# Show that the set {0} with multiplication is a group.

I'm just a little confused, I thought the identity for multiplication is always 1, yet I was looking at this problem online and it says that 0 is the identity for this problem, this was taken from "Math is fun":

"Show that the set {0} with multiplication is a group. For any elements a and b of {0}, (a*b) is an element of {0}. The closure law has been followed."

"For any a,b,c of {0}; a*(bc) = (ab)c. The associative law has been followed.
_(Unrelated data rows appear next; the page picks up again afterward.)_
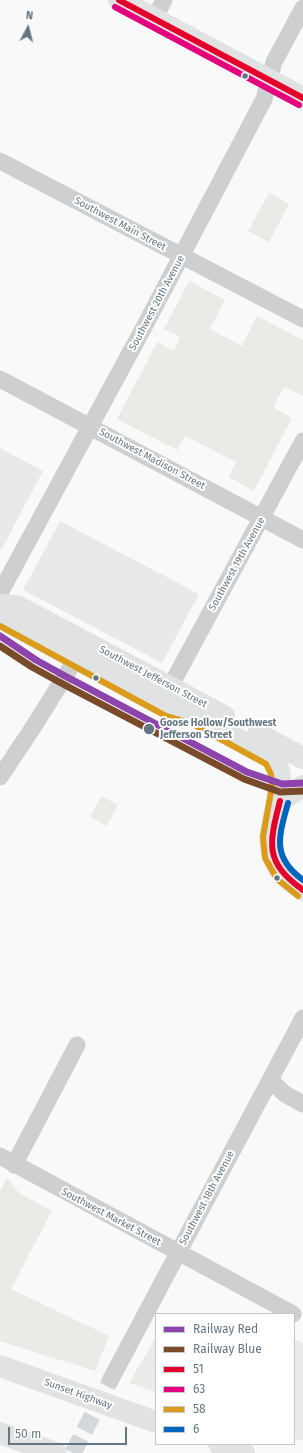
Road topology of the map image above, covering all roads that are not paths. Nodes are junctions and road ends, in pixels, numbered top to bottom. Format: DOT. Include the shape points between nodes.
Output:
graph roads {
  1 [pos="119,0"];
  2 [pos="303,8"];
  3 [pos="159,9"];
  4 [pos="270,80"];
  5 [pos="303,98"];
  6 [pos="0,161"];
  7 [pos="182,256"];
  8 [pos="303,319"];
  9 [pos="0,378"];
  10 [pos="90,426"];
  11 [pos="303,441"];
  12 [pos="262,518"];
  13 [pos="303,540"];
  14 [pos="0,593"];
  15 [pos="0,605"];
  16 [pos="0,613"];
  17 [pos="81,650"];
  18 [pos="170,687"];
  19 [pos="302,756"];
  20 [pos="5,758"];
  21 [pos="0,778"];
  22 [pos="303,786"];
  23 [pos="280,801"];
  24 [pos="303,890"];
  25 [pos="303,1018"];
  26 [pos="77,1045"];
  27 [pos="270,1080"];
  28 [pos="303,1104"];
  29 [pos="7,1161"];
  30 [pos="177,1253"];
  31 [pos="291,1313"];
  32 [pos="0,1366"];
  33 [pos="111,1379"];
  34 [pos="155,1422"];
  35 [pos="0,1433"];
  36 [pos="222,1445"];
  37 [pos="56,1453"];
  38 [pos="244,1453"];
  1 -- 3 [label="main road"];
  2 -- 4 [label="street, Southwest 20th Avenue" via="274,62"];
  3 -- 4 [label="main road"];
  4 -- 5 [label="main road"];
  4 -- 7 [label="street, Southwest 20th Avenue" via="266,96"];
  6 -- 7 [label="street, Southwest Main Street"];
  7 -- 8 [label="street, Southwest Main Street"];
  7 -- 10 [label="street, Southwest 20th Avenue"];
  9 -- 10 [label="street, Southwest Madison Street"];
  10 -- 12 [label="street, Southwest Madison Street"];
  10 -- 14 [label="street, Southwest 20th Avenue"];
  11 -- 12 [label="street, Southwest 19th Avenue"];
  12 -- 13 [label="street, Southwest Madison Street"];
  12 -- 18 [label="street, Southwest 19th Avenue"];
  15 -- 17 [label="main road, Southwest Jefferson Street" via="17,606"];
  16 -- 17 [label="main road, Southwest Jefferson Street" via="6,621"];
  17 -- 18 [label="main road, Southwest Jefferson Street"];
  17 -- 20 [label="street"];
  17 -- 23 [label="main road, Southwest Jefferson Street" via="170,710 196,717 268,755 276,762 282,777"];
  18 -- 19 [label="main road, Southwest Jefferson Street"];
  20 -- 21 [label="street"];
  22 -- 23 [label="main road"];
  23 -- 24 [label="main road, Southwest Jefferson Street" via="272,829 272,852 282,874"];
  25 -- 27 [label="street, Southwest 18th Avenue"];
  26 -- 29 [label="street"];
  27 -- 28 [label="street" via="284,1094"];
  27 -- 30 [label="street, Southwest 18th Avenue"];
  29 -- 30 [label="street, Southwest Market Street"];
  30 -- 31 [label="street, Southwest Market Street"];
  30 -- 33 [label="street, Southwest 18th Avenue"];
  32 -- 34 [label="main road, Sunset Highway"];
  35 -- 37 [label="main road"];
  36 -- 38 [label="main road"];
}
For any a of {0} ia=a, where i is a particular element in {0}.The left identity element i is 0 here.

For any a of {0} the equation x*a=i has a solution known as the left inverse of a.0 is the only element in {0} and the left inverse of 0 is 0. All these properties are followed by this set that is closed under multiplication.

Therefore, {0} is a group with respect to multiplication."
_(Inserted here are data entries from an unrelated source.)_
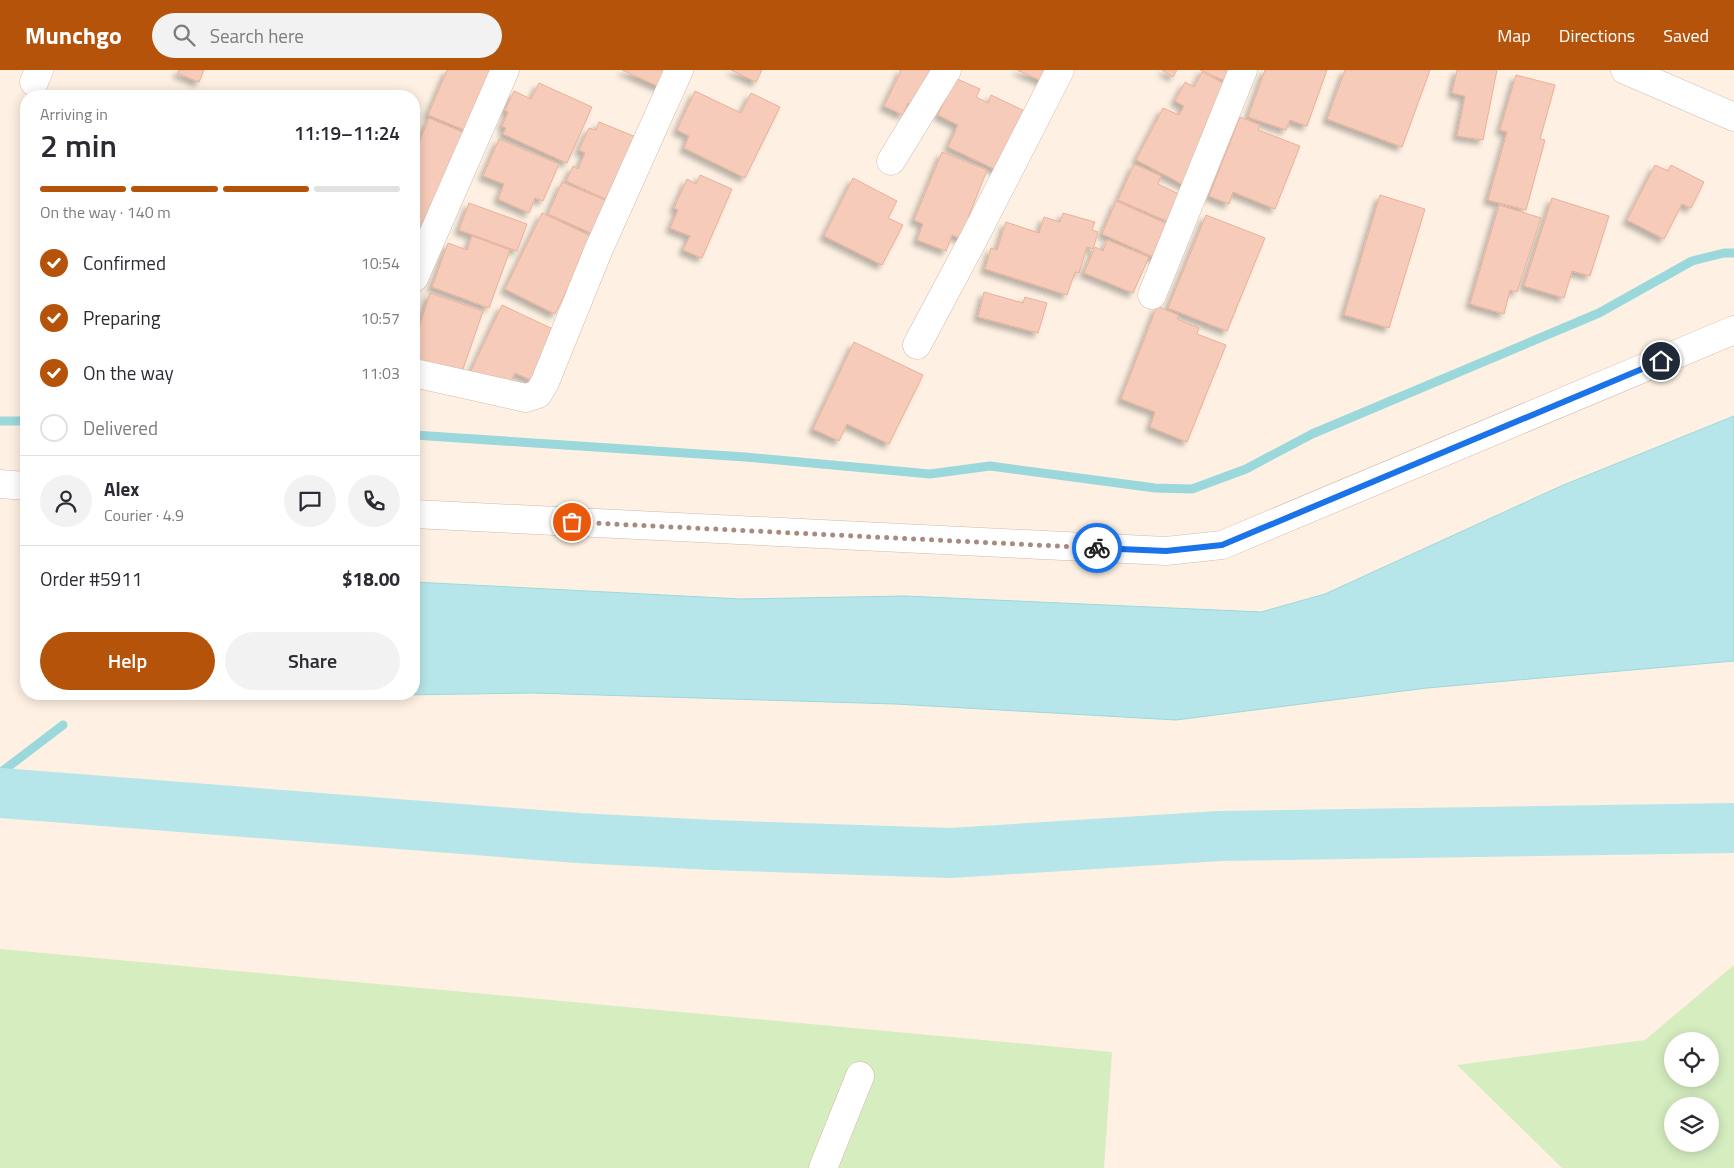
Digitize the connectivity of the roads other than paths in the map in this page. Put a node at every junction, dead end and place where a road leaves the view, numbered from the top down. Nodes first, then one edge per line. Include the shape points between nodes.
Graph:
1 (505, 70) edge
2 (679, 70) edge
3 (946, 70) edge
4 (1060, 70) edge
5 (1243, 70) edge
6 (1626, 70) edge
7 (1734, 117) edge
8 (891, 161) dead end
9 (420, 264) edge
10 (1152, 295) dead end
11 (1734, 330) edge
12 (917, 345) dead end
13 (420, 374) edge
14 (0, 484) edge
15 (20, 486) edge
16 (420, 514) edge
17 (860, 1076) dead end
18 (823, 1168) edge

1 - 9 street
2 - 13 street via 538,394 526,398
3 - 8 street
4 - 12 street
5 - 10 street
6 - 7 street
11 - 16 street via 1222,545 1166,551
14 - 15 street
17 - 18 street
This was someones answer to the problem, and I found it very confusing, and I did read up on the theory behind it.

• The only element you have is $0$. Does $0$ respects all of these properties? Jun 19, 2017 at 10:48
• So? I don't understand where the problem is. Explain better so I can help. Jun 19, 2017 at 10:50
• Sorry, basically, I thought the identity is always 1 for multiplication, but it says above in the answer I found that the identity is 0....why? Jun 19, 2017 at 10:52
• @MichaelO'Driscoll Because in this situation the only thing you can multiply with is $0$ and then always $0x=x$ (since $x=0$ always). Jun 19, 2017 at 10:57
• Since the problem seem to be that you're confused you should probably explain what confuses you. Otherwise it would be hard for us to unconfuse you. Jun 19, 2017 at 10:59

Closure:

Is it true that in the set $\{0\}$, for any two elements $a,b\in\{0\}$, the product $a\times b$ is also an element of $\{0\}$?

Yes! Proof:

• If $a\in\{0\}$, then $a=0$
• If $b\in\{0\}$, then $b=0$.
• Therefore, $a\cdot b=0\cdot 0=0$.
• Therefore, because $0\in\{0\}$, we conclude $a\cdot b\in\{0\}$.
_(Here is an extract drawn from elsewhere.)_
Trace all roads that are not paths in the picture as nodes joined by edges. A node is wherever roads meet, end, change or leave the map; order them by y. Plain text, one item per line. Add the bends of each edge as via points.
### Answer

For associativity, a very similar argument can be made.

Identity:

Is $0$ the identity of $\{0\}$? That is, is it true that for any element $a\in\{0\}$, the element $a\cdot 0=a$?

Yes! Proof:

• If $a\in\{0\}$, then $a=0$.
• Therefore, $a\cdot 0 = 0\cdot 0=0$.
• Since $a=0$ and $a\cdot 0=0$, we conclude $a\cdot 0=a$.
• Thanks, that makes sense, but what about the identity? I would assume it is 1 immediately Jun 19, 2017 at 10:55
• @MichaelO'Driscoll See my added answer. $1$ cannot be the identity because $1$ is not an element of $\{0\}$.
– 5xum
Jun 19, 2017 at 10:56
• I see, apologies...just learning this stuff by myself, thanks for your answer Jun 19, 2017 at 10:57
• @MichaelO'Driscoll Don't apologize, you asked a legitimate question. It's designed to be a little confusing, but it teaches an important point (i.e., that sometimes, $0$ can be a multiplicative identity, as long as $0$ is the only number you can multiply by).
– 5xum
Jun 19, 2017 at 10:59

1 and 0 are just names that we use to communicate. It doesn't really matter how you call your elements, it only matters what they do.